Cells were mixed with rat tail collagen type 1 (Corning) according to the manufacturer’s instructions to a final concentration of 2 mg/mL, in a final volume of 150 μl and 50.000 cells per gel. The mixture was pipetted onto a glass coverslip in a 6-well plate and allowed to harden for 30 min at 37 °C. Next, 1.5 mL DMEM + 10% fetal bovine serum was added to the well to cover the gel. The following day, the medium was replaced with DMEM and the cells were starved for 6 h. Afterwards, the gels were detached from the coverslips and medium was replaced with either DMEM or DMEM + 10 ng/mL TGF-β1 (Stem Cell Technologies). Pictures were taken after 24 h to monitor the contraction of the gels.

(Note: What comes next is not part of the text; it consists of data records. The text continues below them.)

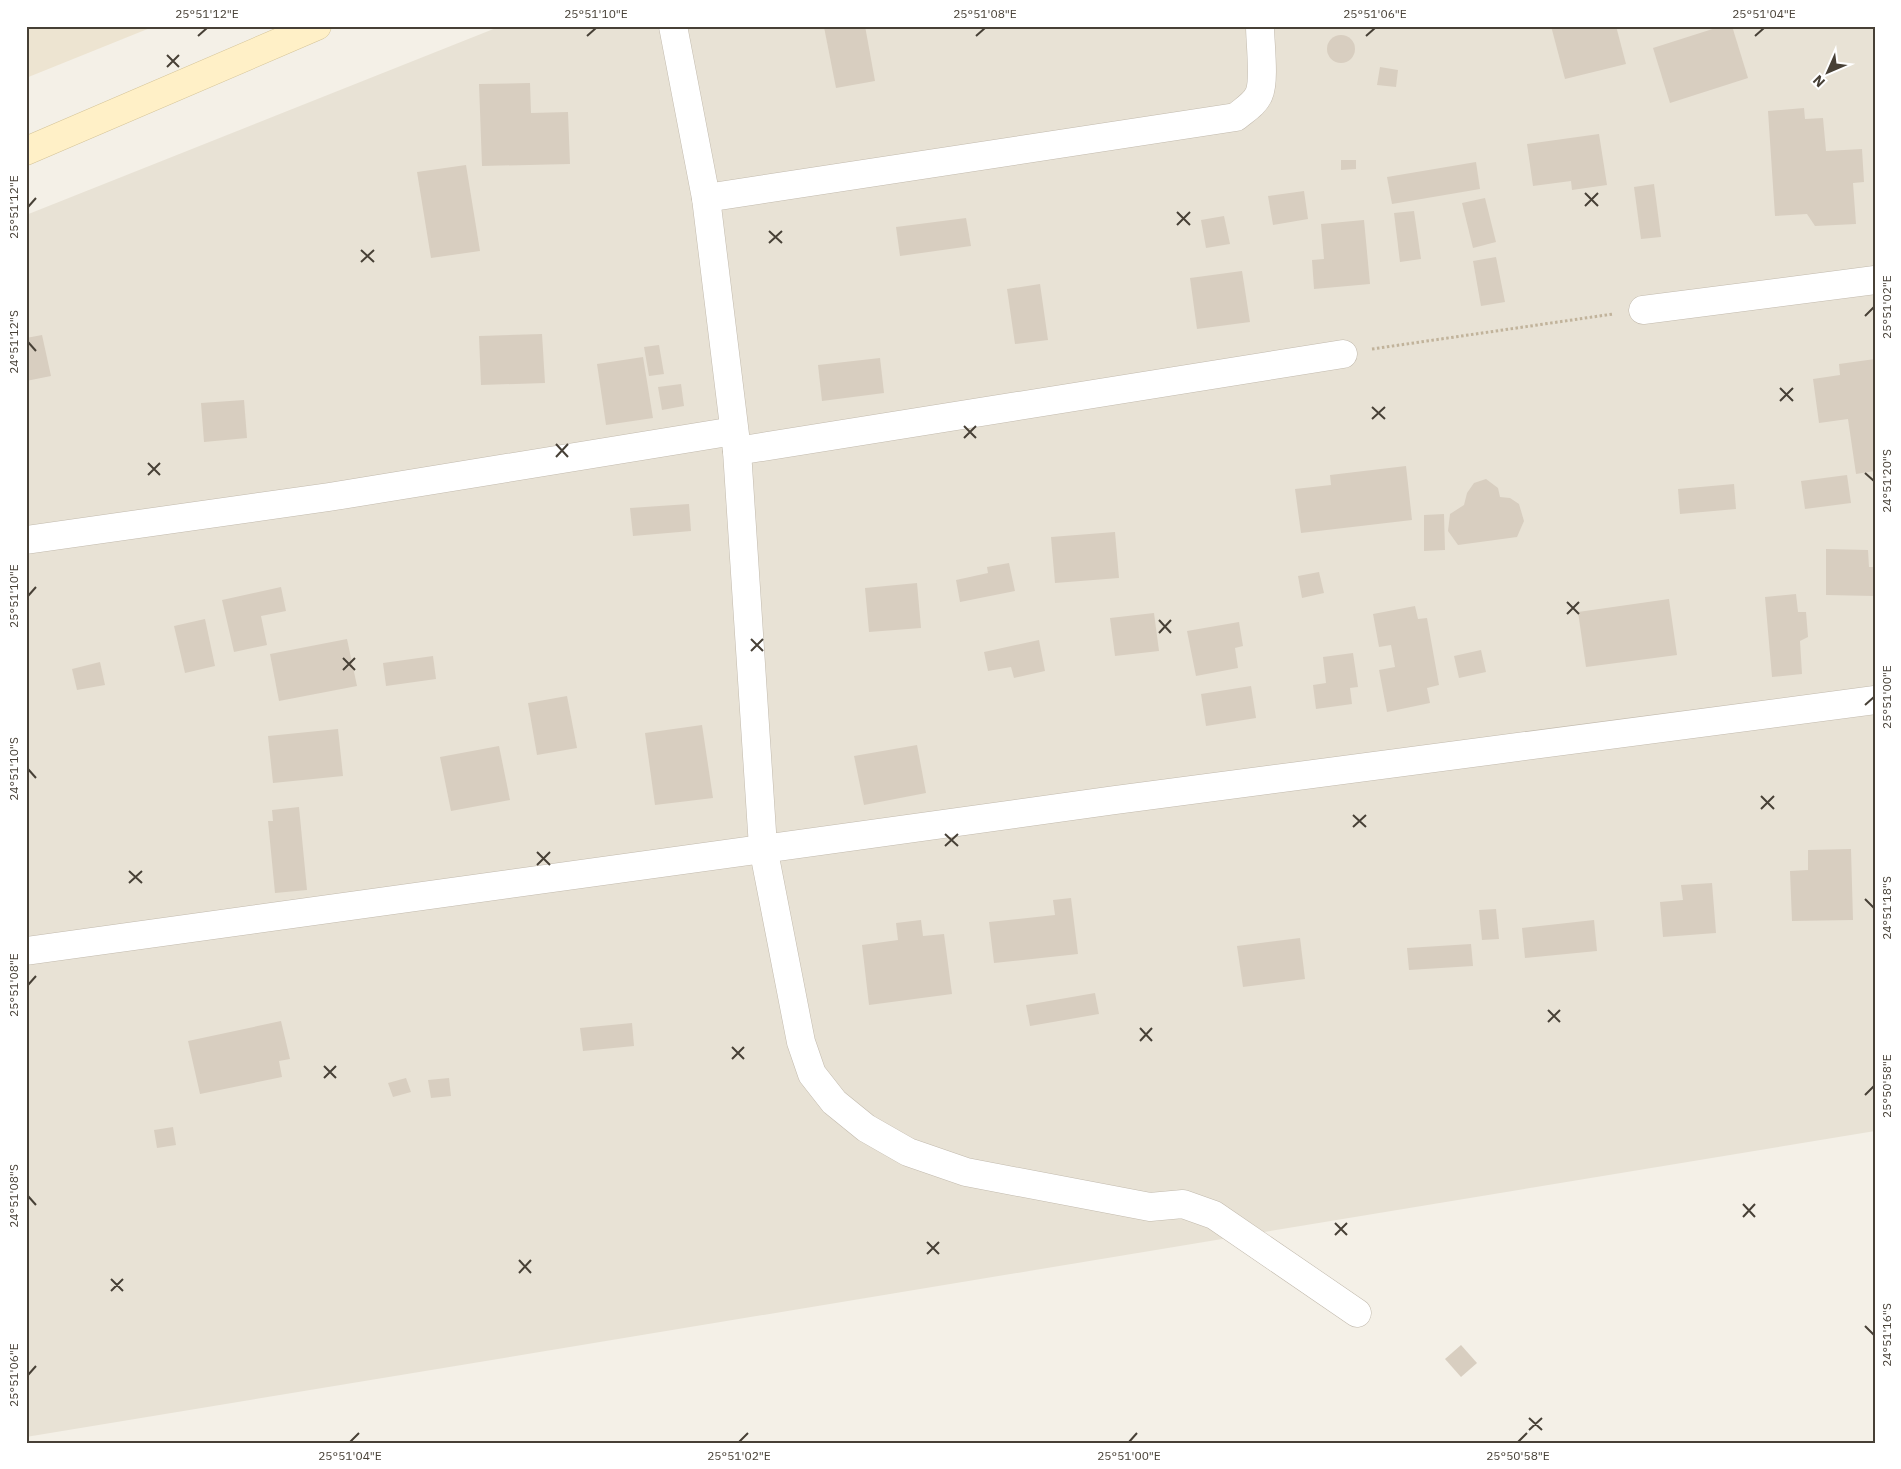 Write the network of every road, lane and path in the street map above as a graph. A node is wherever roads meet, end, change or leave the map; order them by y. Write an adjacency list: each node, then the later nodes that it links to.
1 (317, 26): 4 (street)
2 (673, 26): 5 (street)
3 (1260, 26): 5 (street)
4 (26, 151)
5 (706, 198): 9 (street)
6 (1875, 280): 7 (street)
7 (1643, 310): 8 (path)
8 (1343, 354): 9 (street)
9 (736, 441): 10 (street); 12 (street)
10 (26, 540)
11 (1875, 700): 12 (street)
12 (763, 847): 13 (street); 14 (street)
13 (26, 951)
14 (1357, 1313) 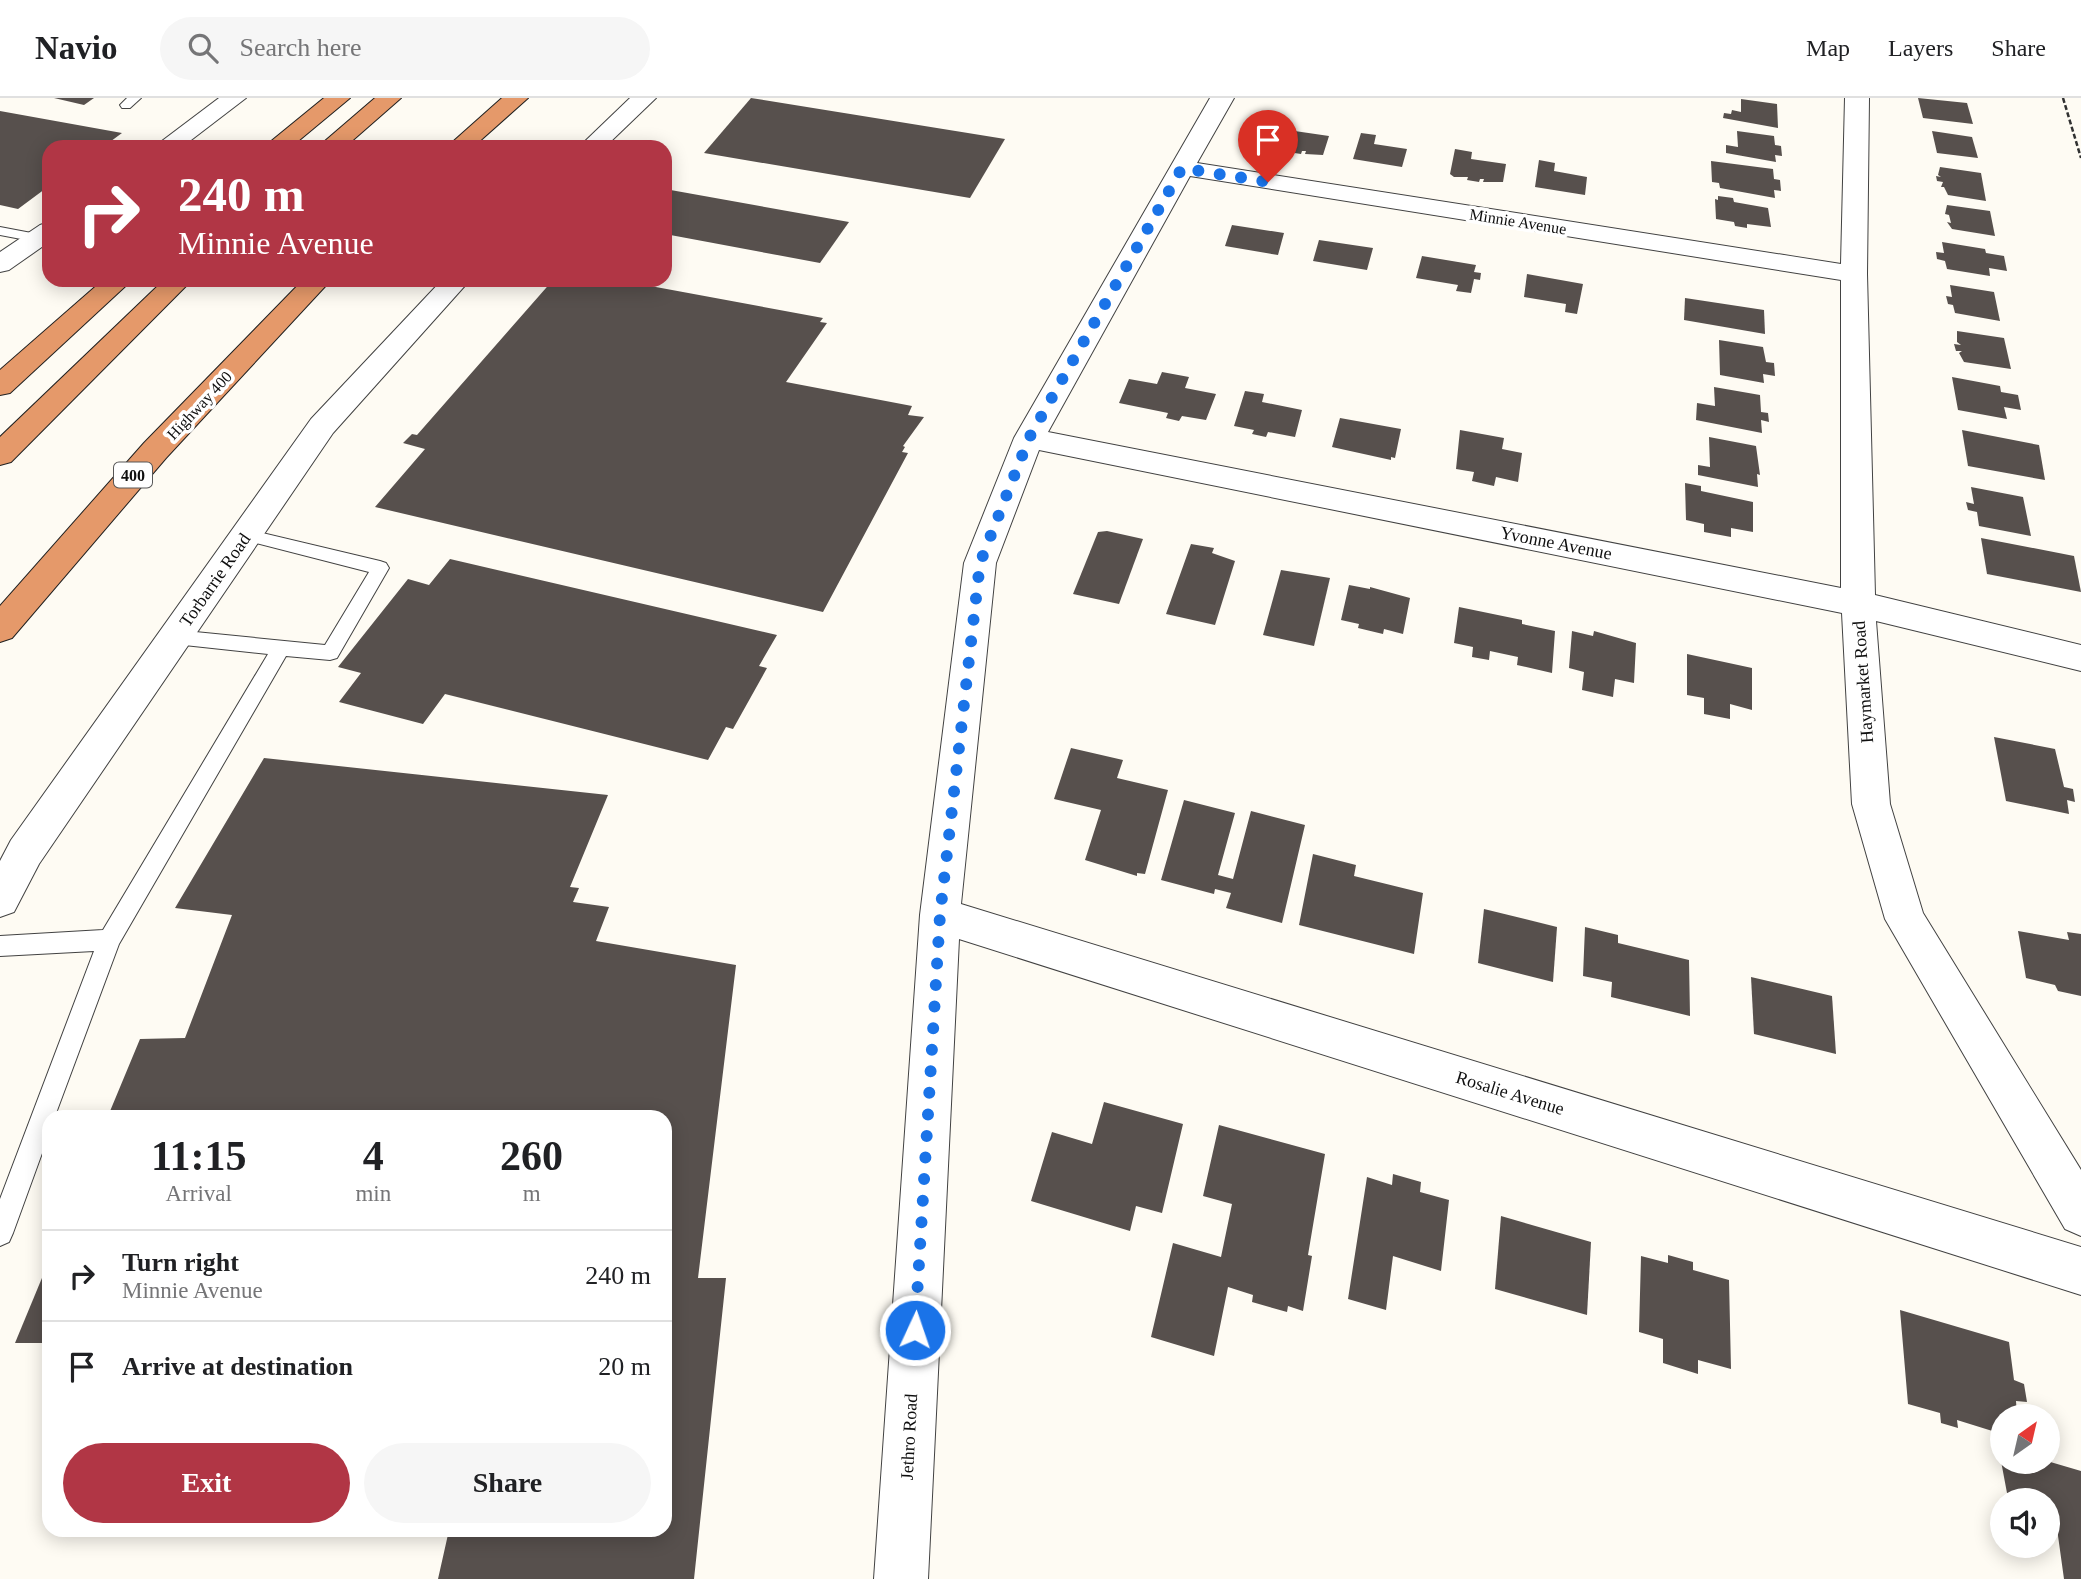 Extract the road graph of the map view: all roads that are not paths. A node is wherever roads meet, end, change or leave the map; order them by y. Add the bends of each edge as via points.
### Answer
1 (234, 98) edge
2 (338, 98) edge
3 (389, 98) edge
4 (516, 98) edge
5 (644, 98) edge
6 (1222, 98) edge
7 (1857, 98) edge
8 (176, 140) edge
9 (285, 140) edge
10 (338, 140) edge
11 (467, 140) edge
12 (599, 140) edge
13 (1182, 168) junction
14 (0, 231) edge
15 (42, 234) edge
16 (42, 235) edge
17 (0, 264) edge
18 (1854, 274) junction
19 (111, 287) edge
20 (172, 287) edge
21 (311, 287) edge
22 (451, 287) edge
23 (0, 386) edge
24 (1029, 438) junction
25 (0, 455) edge
26 (246, 536) junction
27 (1858, 604) junction
28 (0, 629) edge
29 (175, 637) junction
30 (281, 648) junction
31 (2081, 658) edge
32 (0, 900) edge
33 (940, 915) junction
34 (109, 940) junction
35 (0, 946) edge
36 (46, 1110) edge
37 (42, 1120) edge
38 (2081, 1213) edge
39 (0, 1233) edge
40 (2081, 1271) edge
41 (901, 1579) edge

1 - 8 street
2 - 9 highway
3 - 10 highway
4 - 11 highway
5 - 12 street
6 - 13 street, Jethro Road
7 - 18 street, Haymarket Road
13 - 18 street, Minnie Avenue
13 - 24 street, Jethro Road
14 - 15 lane
16 - 17 street
18 - 27 street, Haymarket Road
19 - 23 highway
20 - 25 highway
21 - 28 highway, Highway 400 / 400 via 82,531
22 - 26 street, Torbarrie Road via 323,426
24 - 27 street, Yvonne Avenue
24 - 33 street, Jethro Road via 980,563
26 - 29 street, Torbarrie Road
26 - 30 lane via 380,568 330,653
27 - 31 street, Yvonne Avenue
27 - 38 street, Haymarket Road via 1871,804 1905,919
29 - 30 lane
29 - 32 street, Torbarrie Road via 25,852
30 - 34 lane
33 - 40 street, Rosalie Avenue
33 - 41 street, Jethro Road
34 - 35 lane
34 - 36 lane
37 - 39 lane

Mechanical stretch and TGF-β stimulation

Cells were seeded on rat tail collagen I coated BioFlex® Culture Plates (Dunnlab) coated with 5 μg/ml fibronectin (Sigma) according to the manufacturer’s instructions, using DMEM with 10% fetal bovine serum. After 24 h, the medium was changed either to DMEM or DMEM + 10 ng/mL TGF-β1 and cells were subjected to equiaxial cyclic strain in a sinusoidal pattern (0–10%) at 1 Hz for 72 h using a Flexcell FX-6000 Tension straining device (Flexcell, Dunnlab) and compared to static cultures (0%). Strain experiments were performed with 6 different batches of CFs differentiations, using 3 iPSCs clones of one healthy subject.

Statistical analysis

Statistical analyses were performed with R statistics package version 4.2.3 (R Foundation for Statistical Computing, Vienna, Austria) and R studio version 2023.09.0 Build 463 (R-studio, Boston, MA, USA). Normality of the data was checked using a Shapiro–Wilk test with p-values < 0.05 considered as not normal. Data from KCNJ2 gene expression and collagen 1 protein expression was not normally distributed. Unless otherwise indicates statistics were performed as follows. When comparing two groups, a student’s t-test was applied. In the case of KCNJ2, the non-parametric Mann–Whitney U test was applied. When comparing multiple groups, a linear mixed model, with the experimental conditions considered as fixed parameters and the batches of differentiation as random parameters was applied. Tukey post-hoc tests were performed to correct for multiple comparisons. For collagen 1 protein expression the non-parametric Kruskal–Wallis test was performed. P-values < 0.05 were considered statistically significant.